The summarisers on BBC’s Match Of The Day are paid for their opinions and are therefore allowed to express them far more freely than Hibbitt. Former Nottingham Forest, Newcastle and England midfielder Jermaine Jenas said: “The new rules are quite clear – if the ball hits your hand and it results in a goal, it’s going to be disallowed. But I don’t like it. I think it should have been a goal. I listened to Conor Coady’s interview and I understand what he’s saying – Boly doesn’t know where his arm is and I don’t think it had that much of an impact in terms of where the ball landed either.

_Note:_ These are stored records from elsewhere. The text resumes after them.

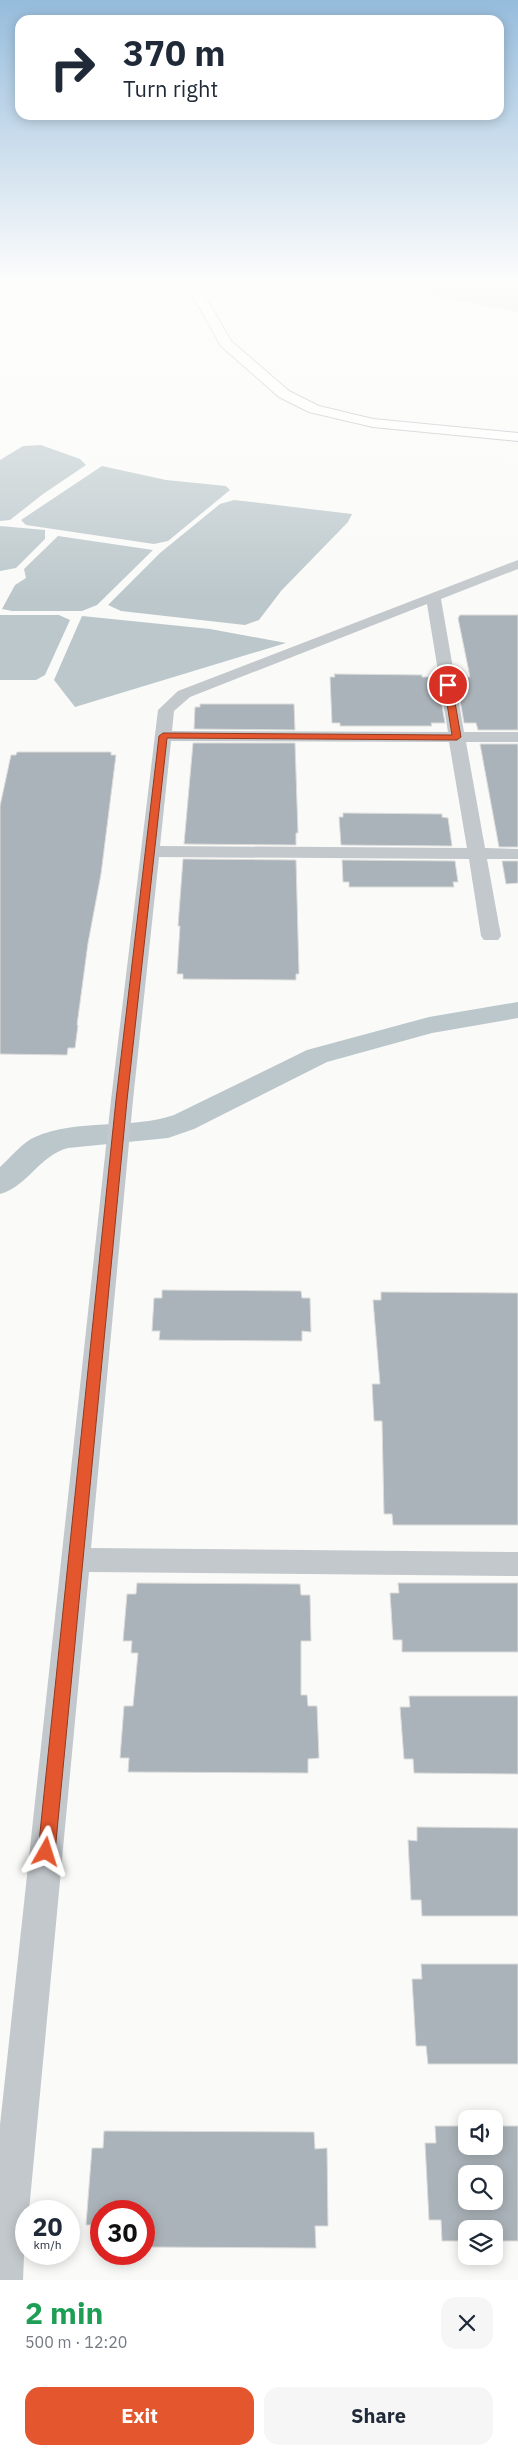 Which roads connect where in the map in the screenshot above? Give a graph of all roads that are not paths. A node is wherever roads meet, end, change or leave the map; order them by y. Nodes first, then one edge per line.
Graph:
1 (276, 386) edge
2 (518, 437) edge
3 (518, 564) edge
4 (432, 597) junction
5 (163, 736) junction
6 (457, 737) junction
7 (518, 737) edge
8 (150, 851) junction
9 (477, 854) junction
10 (518, 854) edge
11 (491, 936) dead end
12 (76, 1560) junction
13 (518, 1564) edge
14 (3, 2280) edge

1 - 2 main road
3 - 4 street
4 - 5 street
4 - 6 street
5 - 6 street
5 - 8 street
6 - 7 street
6 - 9 street
8 - 9 street
8 - 12 street
9 - 10 street
9 - 11 street
12 - 13 street
12 - 14 street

“That goal should stand in my opinion, but what we all need to get to grips with is we have to accept it. The game is changing; these players have all been briefed before the season started and there’s no reason for them to be remonstrating with the officials when the reality is they know the rules. Boly will know the ball touched his arm so he’ll know the goal cannot stand. It doesn’t mean that just because I don’t like it and he doesn’t like it, it should stand.”
Co-summariser Phil Neville had little sympathy for Wolves. The England Women’s manager said: “We started it in the World Cup and we all got brief beforehand. We took a stance as an England team that any VAR decision you have to accept; do not surround the referee, rules are rules.”

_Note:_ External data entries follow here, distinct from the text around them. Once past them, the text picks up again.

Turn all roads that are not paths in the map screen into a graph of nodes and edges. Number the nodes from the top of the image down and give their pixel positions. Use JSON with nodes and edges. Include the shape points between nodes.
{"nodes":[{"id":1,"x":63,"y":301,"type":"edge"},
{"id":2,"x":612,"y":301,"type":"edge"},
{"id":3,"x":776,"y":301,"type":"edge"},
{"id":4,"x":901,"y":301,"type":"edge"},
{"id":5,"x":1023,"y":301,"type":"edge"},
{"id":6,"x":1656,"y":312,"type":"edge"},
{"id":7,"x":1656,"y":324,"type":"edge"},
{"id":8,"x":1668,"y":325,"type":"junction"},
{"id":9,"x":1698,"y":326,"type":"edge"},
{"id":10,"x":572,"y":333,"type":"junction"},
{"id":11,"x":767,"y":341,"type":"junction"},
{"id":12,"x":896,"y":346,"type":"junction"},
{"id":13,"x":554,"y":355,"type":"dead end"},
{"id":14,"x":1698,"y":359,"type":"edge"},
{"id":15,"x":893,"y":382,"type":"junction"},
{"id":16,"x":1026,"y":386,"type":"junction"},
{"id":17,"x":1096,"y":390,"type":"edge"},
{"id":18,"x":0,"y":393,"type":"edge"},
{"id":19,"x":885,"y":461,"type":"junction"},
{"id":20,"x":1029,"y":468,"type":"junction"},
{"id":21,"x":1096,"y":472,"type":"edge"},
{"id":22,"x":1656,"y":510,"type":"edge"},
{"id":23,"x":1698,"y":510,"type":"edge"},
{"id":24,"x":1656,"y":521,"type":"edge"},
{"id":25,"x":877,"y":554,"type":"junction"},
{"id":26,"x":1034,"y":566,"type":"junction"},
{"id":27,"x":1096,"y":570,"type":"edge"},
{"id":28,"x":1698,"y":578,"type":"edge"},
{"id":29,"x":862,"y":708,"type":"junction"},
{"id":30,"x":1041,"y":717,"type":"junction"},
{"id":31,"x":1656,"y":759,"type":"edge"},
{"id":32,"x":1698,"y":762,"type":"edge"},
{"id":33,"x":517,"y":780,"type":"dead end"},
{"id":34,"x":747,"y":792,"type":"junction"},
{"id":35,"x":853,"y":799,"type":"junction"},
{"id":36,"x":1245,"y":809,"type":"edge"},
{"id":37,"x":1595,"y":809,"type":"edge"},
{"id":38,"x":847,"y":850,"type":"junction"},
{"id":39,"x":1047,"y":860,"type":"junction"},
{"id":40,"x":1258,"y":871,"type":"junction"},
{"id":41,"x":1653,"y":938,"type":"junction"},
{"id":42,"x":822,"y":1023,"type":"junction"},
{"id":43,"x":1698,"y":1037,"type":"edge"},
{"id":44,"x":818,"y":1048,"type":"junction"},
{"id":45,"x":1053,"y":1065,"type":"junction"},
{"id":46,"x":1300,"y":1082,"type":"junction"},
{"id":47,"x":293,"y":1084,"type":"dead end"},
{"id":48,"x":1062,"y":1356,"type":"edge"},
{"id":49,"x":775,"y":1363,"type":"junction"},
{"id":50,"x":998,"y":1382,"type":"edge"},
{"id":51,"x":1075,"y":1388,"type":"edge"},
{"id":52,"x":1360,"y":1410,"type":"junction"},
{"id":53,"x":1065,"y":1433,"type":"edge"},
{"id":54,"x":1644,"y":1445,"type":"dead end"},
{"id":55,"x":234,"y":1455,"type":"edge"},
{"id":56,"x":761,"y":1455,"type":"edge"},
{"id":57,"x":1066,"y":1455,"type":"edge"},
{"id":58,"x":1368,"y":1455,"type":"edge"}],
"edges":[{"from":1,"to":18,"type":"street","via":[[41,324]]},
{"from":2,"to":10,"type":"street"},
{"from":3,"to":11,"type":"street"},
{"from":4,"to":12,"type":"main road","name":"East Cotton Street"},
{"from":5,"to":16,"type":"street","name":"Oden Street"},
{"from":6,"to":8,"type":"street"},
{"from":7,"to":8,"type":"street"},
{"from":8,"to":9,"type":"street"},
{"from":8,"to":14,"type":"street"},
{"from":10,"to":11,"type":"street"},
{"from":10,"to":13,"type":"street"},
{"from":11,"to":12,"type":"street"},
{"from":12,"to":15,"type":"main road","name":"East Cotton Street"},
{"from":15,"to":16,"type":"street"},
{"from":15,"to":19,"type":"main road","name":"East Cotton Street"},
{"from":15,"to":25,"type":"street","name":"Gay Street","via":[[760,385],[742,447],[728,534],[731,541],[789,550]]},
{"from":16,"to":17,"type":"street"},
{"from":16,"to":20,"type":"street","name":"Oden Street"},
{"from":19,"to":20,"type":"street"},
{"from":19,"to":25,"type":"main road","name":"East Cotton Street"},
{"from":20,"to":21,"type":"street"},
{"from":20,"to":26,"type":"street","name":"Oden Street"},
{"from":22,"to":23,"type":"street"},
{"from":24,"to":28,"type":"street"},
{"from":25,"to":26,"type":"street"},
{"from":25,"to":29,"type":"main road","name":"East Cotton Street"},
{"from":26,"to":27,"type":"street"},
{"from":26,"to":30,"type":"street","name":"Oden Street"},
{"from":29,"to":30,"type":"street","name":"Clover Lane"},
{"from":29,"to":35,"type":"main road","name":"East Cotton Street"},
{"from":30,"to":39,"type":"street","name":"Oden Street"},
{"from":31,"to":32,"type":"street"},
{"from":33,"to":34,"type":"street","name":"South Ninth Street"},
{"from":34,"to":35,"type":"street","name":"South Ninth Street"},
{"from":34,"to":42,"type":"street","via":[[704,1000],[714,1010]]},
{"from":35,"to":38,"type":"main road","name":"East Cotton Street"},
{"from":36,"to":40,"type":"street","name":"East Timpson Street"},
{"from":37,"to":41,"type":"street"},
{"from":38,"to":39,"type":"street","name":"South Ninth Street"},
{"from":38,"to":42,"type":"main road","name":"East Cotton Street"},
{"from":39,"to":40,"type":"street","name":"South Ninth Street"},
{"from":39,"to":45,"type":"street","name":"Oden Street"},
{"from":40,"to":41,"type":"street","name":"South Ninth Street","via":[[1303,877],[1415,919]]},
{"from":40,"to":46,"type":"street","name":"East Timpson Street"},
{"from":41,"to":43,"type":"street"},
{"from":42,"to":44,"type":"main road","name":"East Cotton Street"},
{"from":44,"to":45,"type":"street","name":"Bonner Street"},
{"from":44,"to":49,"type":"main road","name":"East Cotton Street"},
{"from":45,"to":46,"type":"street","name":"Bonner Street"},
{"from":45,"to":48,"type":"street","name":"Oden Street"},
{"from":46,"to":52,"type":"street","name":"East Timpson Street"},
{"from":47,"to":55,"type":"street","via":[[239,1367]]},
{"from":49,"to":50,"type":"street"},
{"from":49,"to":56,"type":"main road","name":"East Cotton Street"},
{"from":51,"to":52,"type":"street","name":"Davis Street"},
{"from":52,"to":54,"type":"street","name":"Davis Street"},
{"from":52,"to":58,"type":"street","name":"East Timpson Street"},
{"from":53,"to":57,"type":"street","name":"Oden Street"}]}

But the former Manchester United and Everton defender believes the new handball rule is the most controversial one and most difficult to accept. “What I did find out is the handball rule is the worst rule,” he added. “It’s one that will continually get looked at and challenged, but ultimately these are Premier League players who have seen these decisions over the last two or three days, they know the rule and they have been briefed. I think we’ve just got to accept it and get on with it.
“People talked about the (Raheem Sterling offside by his armpit in the) West Ham v Man City game on Saturday; it was offside, so get on with it. There’s so much rubbish and drama being spoke about it. Three decisions have been made by VAR this weekend and all three have been correct.”
Many people believe the new rules compromise the spirit of the game. Neville disagrees. “Forget the spirit of the game – these are the rules,” he said. “This has been voted in by the clubs, so everybody has wanted this. They brought it in, and now everyone’s moaning about getting decisions right. If you’re one millimetre offside, you’re offside.
“My centre forward had her toenail offside, and it cost us a World Cup final. So I can understand Nuno. Helen White scored, we were celebrating and I was trying to make a substitution to try to win us the game, the next minute I was on the floor because the goal was disallowed! It was a nightmare, a disaster, but we all voted for it, we wanted the rules there, so let’s get on with it.”
Jenas added: “It is something we need to be careful about, but the people who are working in VAR are learning themselves. People complained about the time it took (two minutes in the Leicester-Wolves game), but I think it’s getting quicker.
“I don’t think a minute and a half or two minutes is anything to complain about. It’s getting much quicker. It’s something we’re going to get used to. Celebrating goals and non goals is going to become part of the game unfortunately.”